Non che sia strettamente necessaria, perché ovviamente confidiamo nella cultura musicale dei nostri lettori, ma una panoramica su cosa hanno rappresentato i Quicksand e in che periodo si sono mossi servirà quantomeno a delimitare il loro raggio d’azione fornendo qualche info a chi non è ancora affondato nelle sabbie mobili.
Nel 1990, a New York, il post hardcore è quasi pronto a scoppiare per comandarsela alla grande, forte di una furia sinora inaudita e incanalata verso il Pacific Northwest.
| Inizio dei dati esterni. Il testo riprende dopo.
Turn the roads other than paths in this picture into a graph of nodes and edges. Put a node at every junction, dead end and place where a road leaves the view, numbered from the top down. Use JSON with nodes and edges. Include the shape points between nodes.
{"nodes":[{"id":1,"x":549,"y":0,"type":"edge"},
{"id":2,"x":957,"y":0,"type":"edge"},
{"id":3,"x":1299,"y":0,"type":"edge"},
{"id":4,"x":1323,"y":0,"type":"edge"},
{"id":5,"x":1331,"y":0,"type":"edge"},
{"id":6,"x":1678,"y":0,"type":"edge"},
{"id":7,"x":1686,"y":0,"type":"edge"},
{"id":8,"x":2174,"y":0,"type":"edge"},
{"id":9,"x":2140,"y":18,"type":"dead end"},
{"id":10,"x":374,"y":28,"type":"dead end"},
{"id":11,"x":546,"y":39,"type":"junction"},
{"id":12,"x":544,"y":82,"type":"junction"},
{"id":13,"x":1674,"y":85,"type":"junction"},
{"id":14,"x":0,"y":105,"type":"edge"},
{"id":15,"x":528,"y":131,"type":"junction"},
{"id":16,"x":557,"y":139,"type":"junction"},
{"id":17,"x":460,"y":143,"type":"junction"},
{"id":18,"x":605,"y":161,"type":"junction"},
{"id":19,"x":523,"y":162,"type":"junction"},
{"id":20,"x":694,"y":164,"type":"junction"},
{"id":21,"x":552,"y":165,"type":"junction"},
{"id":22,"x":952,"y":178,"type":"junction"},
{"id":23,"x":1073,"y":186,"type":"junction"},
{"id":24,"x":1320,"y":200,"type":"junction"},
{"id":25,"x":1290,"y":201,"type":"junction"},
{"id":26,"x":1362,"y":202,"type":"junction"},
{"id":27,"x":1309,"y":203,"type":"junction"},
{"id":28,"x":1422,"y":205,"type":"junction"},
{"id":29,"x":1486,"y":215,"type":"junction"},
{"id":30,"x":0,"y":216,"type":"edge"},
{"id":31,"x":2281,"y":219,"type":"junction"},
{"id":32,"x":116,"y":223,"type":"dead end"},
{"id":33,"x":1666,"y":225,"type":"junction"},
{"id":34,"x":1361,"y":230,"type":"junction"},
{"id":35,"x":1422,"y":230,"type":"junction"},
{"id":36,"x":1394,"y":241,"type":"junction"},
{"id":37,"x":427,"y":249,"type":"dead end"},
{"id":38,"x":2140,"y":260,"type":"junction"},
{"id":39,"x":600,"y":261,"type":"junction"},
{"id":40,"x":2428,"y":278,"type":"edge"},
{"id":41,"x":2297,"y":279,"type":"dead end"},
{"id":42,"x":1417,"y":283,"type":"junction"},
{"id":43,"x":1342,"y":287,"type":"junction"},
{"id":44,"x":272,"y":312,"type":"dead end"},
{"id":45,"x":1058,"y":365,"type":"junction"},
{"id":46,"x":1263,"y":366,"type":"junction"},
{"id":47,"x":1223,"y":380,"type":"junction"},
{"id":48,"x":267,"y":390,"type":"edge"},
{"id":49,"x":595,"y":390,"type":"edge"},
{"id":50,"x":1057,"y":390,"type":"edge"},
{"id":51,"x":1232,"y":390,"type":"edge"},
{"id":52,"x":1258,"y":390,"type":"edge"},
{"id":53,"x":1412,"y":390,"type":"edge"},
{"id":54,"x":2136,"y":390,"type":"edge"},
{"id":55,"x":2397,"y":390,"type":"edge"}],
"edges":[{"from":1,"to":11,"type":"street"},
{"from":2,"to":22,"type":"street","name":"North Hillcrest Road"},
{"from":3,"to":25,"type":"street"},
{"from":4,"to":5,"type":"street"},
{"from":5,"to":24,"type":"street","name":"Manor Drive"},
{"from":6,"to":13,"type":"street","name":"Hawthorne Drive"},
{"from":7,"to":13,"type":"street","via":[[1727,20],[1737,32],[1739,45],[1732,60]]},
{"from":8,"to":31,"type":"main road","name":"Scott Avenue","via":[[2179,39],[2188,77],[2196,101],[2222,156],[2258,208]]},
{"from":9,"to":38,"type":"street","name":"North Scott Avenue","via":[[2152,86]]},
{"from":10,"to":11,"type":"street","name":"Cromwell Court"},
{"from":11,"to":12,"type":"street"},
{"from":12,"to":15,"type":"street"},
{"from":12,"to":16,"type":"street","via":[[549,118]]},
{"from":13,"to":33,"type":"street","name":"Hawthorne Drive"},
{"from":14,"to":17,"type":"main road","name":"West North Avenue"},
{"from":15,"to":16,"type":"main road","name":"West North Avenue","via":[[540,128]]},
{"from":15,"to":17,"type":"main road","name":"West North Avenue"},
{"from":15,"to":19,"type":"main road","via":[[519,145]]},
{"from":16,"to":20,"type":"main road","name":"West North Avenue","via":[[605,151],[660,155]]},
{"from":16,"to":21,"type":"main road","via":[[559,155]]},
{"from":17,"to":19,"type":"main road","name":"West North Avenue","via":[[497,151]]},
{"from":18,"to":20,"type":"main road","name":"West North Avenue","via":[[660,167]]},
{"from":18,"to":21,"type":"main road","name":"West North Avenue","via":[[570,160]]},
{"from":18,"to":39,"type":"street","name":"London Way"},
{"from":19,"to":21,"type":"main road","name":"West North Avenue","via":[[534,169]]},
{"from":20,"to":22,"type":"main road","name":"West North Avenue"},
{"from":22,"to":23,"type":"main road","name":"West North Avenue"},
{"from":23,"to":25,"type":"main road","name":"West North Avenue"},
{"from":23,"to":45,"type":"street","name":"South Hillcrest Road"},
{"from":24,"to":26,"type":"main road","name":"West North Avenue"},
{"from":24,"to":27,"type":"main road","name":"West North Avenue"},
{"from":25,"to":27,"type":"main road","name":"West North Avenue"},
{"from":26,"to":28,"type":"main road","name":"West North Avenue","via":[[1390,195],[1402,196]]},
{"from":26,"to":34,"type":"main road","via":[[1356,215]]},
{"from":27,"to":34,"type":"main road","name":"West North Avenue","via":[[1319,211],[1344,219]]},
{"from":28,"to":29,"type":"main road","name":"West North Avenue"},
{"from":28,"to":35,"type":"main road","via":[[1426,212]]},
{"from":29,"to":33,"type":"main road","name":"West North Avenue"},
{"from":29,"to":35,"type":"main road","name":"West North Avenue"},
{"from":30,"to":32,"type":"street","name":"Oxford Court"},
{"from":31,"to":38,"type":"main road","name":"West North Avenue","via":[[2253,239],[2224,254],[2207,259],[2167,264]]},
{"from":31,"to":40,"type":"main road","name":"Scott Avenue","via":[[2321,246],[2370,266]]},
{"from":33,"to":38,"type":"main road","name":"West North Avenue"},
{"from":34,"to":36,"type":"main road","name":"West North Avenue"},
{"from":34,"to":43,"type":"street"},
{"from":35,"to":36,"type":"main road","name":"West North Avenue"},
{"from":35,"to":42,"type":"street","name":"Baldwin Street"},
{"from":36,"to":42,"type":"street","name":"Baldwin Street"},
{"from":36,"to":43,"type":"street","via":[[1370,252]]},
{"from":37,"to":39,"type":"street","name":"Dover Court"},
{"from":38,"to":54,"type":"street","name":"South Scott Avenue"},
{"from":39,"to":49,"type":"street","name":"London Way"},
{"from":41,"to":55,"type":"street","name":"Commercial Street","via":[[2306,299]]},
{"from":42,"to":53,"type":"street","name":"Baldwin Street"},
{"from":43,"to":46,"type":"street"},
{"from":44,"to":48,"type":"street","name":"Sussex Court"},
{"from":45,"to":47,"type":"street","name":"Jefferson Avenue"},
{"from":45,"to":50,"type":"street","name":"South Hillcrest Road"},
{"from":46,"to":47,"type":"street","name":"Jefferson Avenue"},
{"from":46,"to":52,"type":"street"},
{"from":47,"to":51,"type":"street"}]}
Quello del post hardcore è un linguaggio misto, un movimento in divenire, qualcosa di scomodo e molto dirompente.
Fra i responsabili di questo suono troviamo proprio i Quicksand, messi in piedi da già con i Gorilla Biscuits. Il singer gravita nella scena newyorchese, quella dei presunti loser, conoscendo così altri animali pronti a far deflagrare la propria rabbia attraverso riff letali e liriche affilate di Split (1993) e Manic Compression(1995).
I nostri s’impongono come band cardine, ma è giusto un lampo perché si dissolve fra liti, incomprensioni e l’alquanto discutibile (e fallita) reunion del 2000.
Schreifels fonda i Rival Schools ma torna nei vecchi gorilla mentre il bassista Vega si unirà successivamente ai Deftones. In questo 2017, dopo varie smentite e rumour nella migliore tradizione del marketing più scontato ma ancora efficace e funzionale, ecco l’uscita del singolo che anticipa Interiors, primo album dopo 22 anni d’inattività.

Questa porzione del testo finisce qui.